19 de diciembre de 2013

Represión en la granja

Declara Ignacio Cosidó, director general de la Policía, que "nunca en España hubo un mayor número de manifestaciones y una menor necesidad del uso de la fuerza policial". Añade que "de las más de 6.000 celebradas en 2013, sólo en 18 de ellas fue necesario el uso de la fuerza policial". Señala para terminar, que "en la sociedad española existe sentido de la responsabilidad y el respeto". No parece de la misma opinión el Gobierno, que no deja de constituir cuerpos de seguridad, adquirir nuevos equipos antidisturbios, o mutilar a la ciudadanía sus derechos de manifestación.
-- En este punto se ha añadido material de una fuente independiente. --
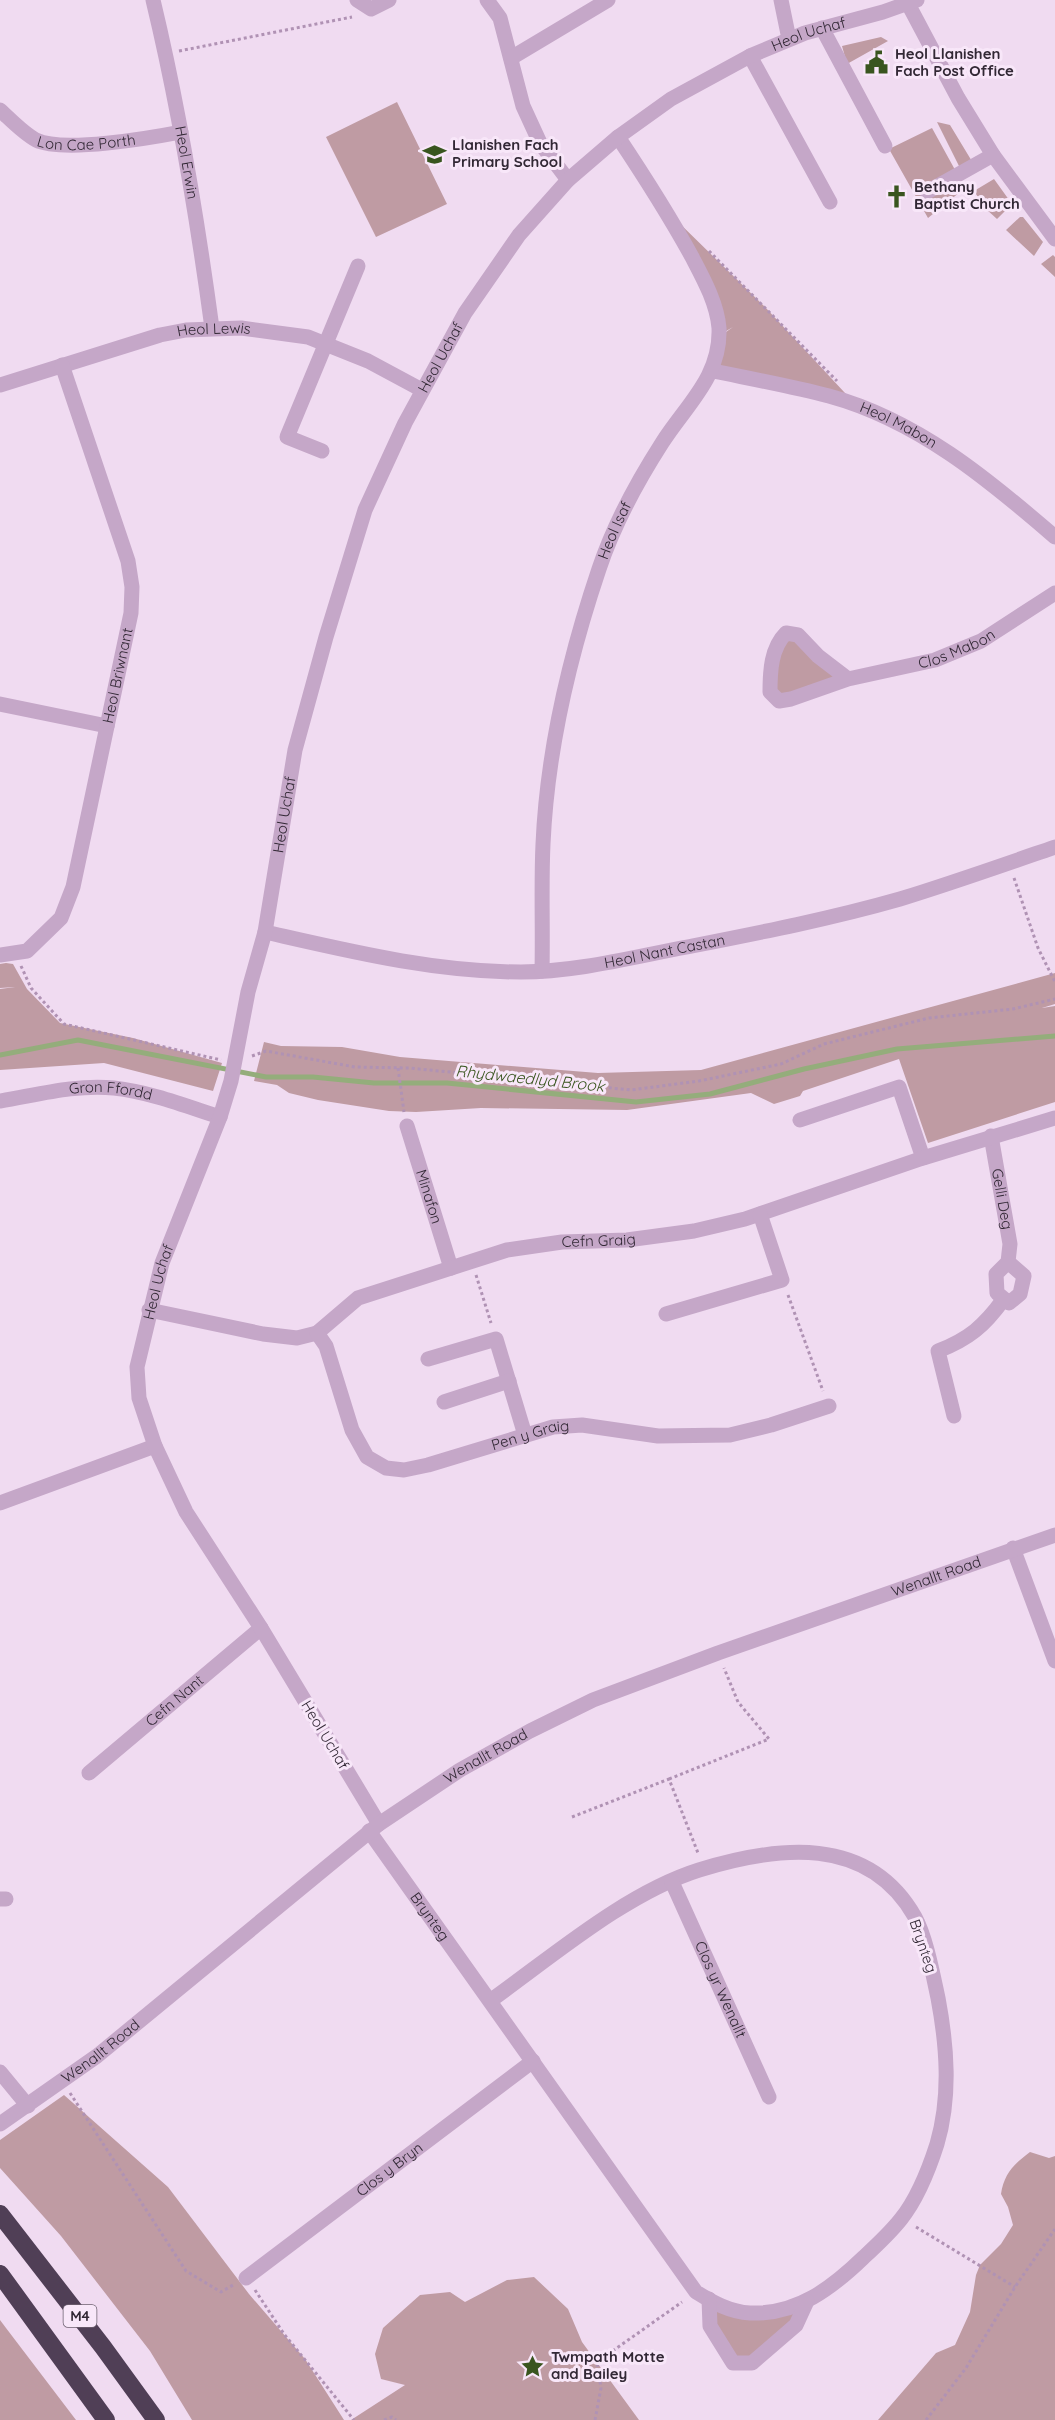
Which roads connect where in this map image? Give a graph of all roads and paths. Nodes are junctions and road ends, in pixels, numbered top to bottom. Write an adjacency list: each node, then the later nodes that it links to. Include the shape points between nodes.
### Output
1 (153, 0): 10 (street, Heol Erwin)
2 (389, 0): 7 (street, via 371,9)
3 (487, 0): 12 (street, via 500,18)
4 (608, 0): 12 (street)
5 (781, 0): 9 (street)
6 (910, 1): 8 (street, Heol Uchaf); 17 (street, via 958,98)
7 (361, 2): 10 (path, via 356,17)
8 (822, 28): 9 (street, Heol Uchaf); 16 (street)
9 (789, 39): 11 (street, Heol Uchaf)
10 (166, 54): 14 (street, Heol Erwin)
11 (750, 56): 15 (street, Heol Uchaf, via 671,99); 20 (street)
12 (511, 58): 18 (street, via 523,106 540,143)
13 (0, 110): 14 (street, Lon Cae Porth, via 38,141 59,145)
14 (181, 132): 24 (street, Heol Erwin)
15 (618, 137): 18 (street, Heol Uchaf); 27 (street, Heol Isaf, via 671,218 705,282 719,326)
16 (885, 146)
17 (993, 155): 19 (street); 21 (street)
18 (568, 180): 29 (street, Heol Uchaf, via 519,235 465,313)
19 (927, 192)
20 (830, 202)
21 (1055, 239)
22 (705, 247): 30 (path)
23 (358, 266): 25 (street)
24 (212, 328): 25 (street, Heol Lewis, via 241,328); 26 (street, Heol Lewis, via 160,335)
25 (327, 343): 29 (street, Heol Lewis); 31 (street, via 287,437)
26 (62, 365): 28 (street, Heol Lewis); 36 (street, Heol Briwnant, via 126,552 132,587 131,613)
27 (713, 371): 30 (street, Heol Mabon, via 830,396); 41 (street, Heol Isaf, via 631,494 600,566 580,631 552,759 543,843)
28 (0, 386)
29 (422, 390): 39 (street, Heol Uchaf, via 365,510 326,638 296,750)
30 (859, 407): 32 (street, Heol Mabon, via 935,444 968,465)
31 (322, 451)
32 (1055, 537)
33 (1055, 593): 34 (street, Clos Mabon, via 981,641 935,660)
34 (848, 679): 34 (street, Clos Mabon, via 779,701 770,692 778,641 786,633 798,635)
35 (0, 704): 36 (street)
36 (107, 726): 40 (street, Heol Briwnant, via 73,887 61,918 27,951)
37 (1055, 847): 38 (street, Heol Nant Castan)
38 (1008, 863): 41 (street, Heol Nant Castan, via 899,899 818,919 612,962); 42 (path, via 1038,948)
39 (265, 932): 41 (street, Heol Nant Castan, via 433,967); 44 (street, Heol Uchaf, via 248,992)
40 (7, 955): 44 (path, via 64,1024)
41 (542, 971)
42 (1055, 982)
43 (1055, 999): 45 (path, via 1013,1009 929,1018 824,1044 781,1064 631,1090)
44 (235, 1063): 45 (path, via 266,1051 355,1067); 47 (street, Heol Uchaf)
45 (398, 1068): 50 (path)
46 (0, 1101): 47 (street, Gron Ffordd, via 73,1089 113,1088)
47 (220, 1117): 59 (street, Heol Uchaf, via 162,1263)
48 (800, 1119): 52 (street, via 899,1087)
49 (1055, 1119): 51 (street, Cefn Graig)
50 (407, 1126): 56 (street, Minafon)
51 (991, 1136): 52 (street, Cefn Graig); 55 (street, Gelli Deg, via 1010,1244)
52 (923, 1158): 53 (street, Cefn Graig)
53 (760, 1214): 54 (street, Cefn Graig, via 694,1231 627,1240 562,1242 507,1250); 57 (street)
54 (472, 1261): 56 (street, Cefn Graig); 62 (path)
55 (1008, 1262): 58 (street, Gelli Deg, via 996,1274 997,1293); 58 (street, via 1024,1276 1020,1294 1009,1303)
56 (451, 1268): 61 (street, Cefn Graig, via 358,1298)
57 (782, 1280): 60 (street); 66 (path)
58 (1003, 1300): 67 (street, via 987,1322 960,1342 938,1351)
59 (149, 1310): 61 (street, via 263,1334 297,1338); 69 (street, Heol Uchaf, via 137,1366 140,1398)
60 (666, 1314)
61 (317, 1333): 68 (street, Pen y Graig, via 326,1346 352,1430 367,1457 386,1468 404,1470 428,1465)
62 (496, 1340): 63 (street); 64 (street)
63 (428, 1359)
64 (509, 1381): 65 (street); 68 (street)
65 (444, 1402)
66 (829, 1406): 68 (street, Pen y Graig, via 730,1435 658,1436 582,1425 553,1427)
67 (954, 1416)
68 (525, 1435)
69 (155, 1446): 70 (street); 73 (street, Heol Uchaf, via 186,1512)
70 (0, 1503)
71 (1055, 1534): 72 (street, Wenallt Road)
72 (1013, 1548): 74 (street, Wenallt Road); 75 (street)
73 (261, 1628): 76 (street, Cefn Nant); 79 (street, Heol Uchaf)
74 (718, 1653): 77 (path, via 738,1702 769,1739); 79 (street, Wenallt Road, via 593,1700 530,1731 460,1770)
75 (1055, 1661)
76 (89, 1773)
77 (669, 1779): 78 (path); 80 (path)
78 (572, 1817)
79 (374, 1827): 82 (street, Brynteg); 85 (street, Wenallt Road)
80 (704, 1869): 81 (street, Brynteg); 90 (street, Brynteg, via 771,1854 827,1853 858,1864 888,1883 916,1918 932,1968 941,2016 946,2107 930,2164)
81 (672, 1882): 82 (street, Brynteg, via 621,1908); 86 (street, Clos yr Wenallt)
82 (490, 2001): 83 (street, Brynteg)
83 (533, 2061): 93 (street, Clos y Bryn); 95 (street, Brynteg)
84 (0, 2072): 87 (street)
85 (62, 2081): 87 (street, Wenallt Road); 93 (path, via 186,2271 221,2292)
86 (769, 2097)
87 (28, 2106): 88 (street, Wenallt Road)
88 (0, 2124)
89 (0, 2214): 98 (highway, M4)
90 (902, 2218): 94 (path); 96 (street, Brynteg, via 828,2290)
91 (1055, 2229): 94 (path)
92 (0, 2274): 97 (highway, M4)
93 (246, 2278): 99 (path, via 284,2334)
94 (1015, 2287): 103 (path, via 966,2368)
95 (702, 2296): 96 (street, Brynteg, via 748,2313 787,2309); 96 (street, Brynteg, via 710,2326 736,2365 752,2363 796,2325); 102 (path, via 597,2362 601,2388)
96 (807, 2301)
97 (106, 2420)
98 (156, 2420)
99 (354, 2420)
100 (384, 2420): 101 (path)
101 (396, 2420)
102 (595, 2420)
103 (926, 2420)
Tras facultar a la Seguridad Privada con las atribuciones que por ley orgánica sólo pueden corresponder a la Policía, y otorgar a ésta una discrecionalidad propia de los regímenes dictatoriales, la última entrega de este capítulo, es la compra de un camión armado con cañones de agua a presión para, según dicta la orden, "hacer frente a la actual dinámica social". Por lo visto, en opinión de nuestros representantes, y al contrario de lo que afirma el director general de la Policía, la sociedad española, -aquella que demuestra una y otra vez reivindicar con civismo e imaginación la laminación de cada derecho que le es arrebatado-, es al parecer, una sociedad violenta.

Pero las sociedades aman la paz, desean la paz. Más aún, demuestran con creces que de existir alguna violencia, ésta no es otra que la que se deriva del actual colapso democrático y la conculcación de sus derechos. Ocurre que secuestrada toda alternativa, el fundamentalismo de nuevo cuño ha de derivar necesariamente hacia la represión. Una vez más, sólo el grupo social que administra la vana ilusión del resto, es consciente de cómo terminará el juego. Por eso se arman hasta los dientes. No por lo que ya han hecho, sino por lo que están aún por hacer. Son muy conscientes de a quién sirven y de qué lado están.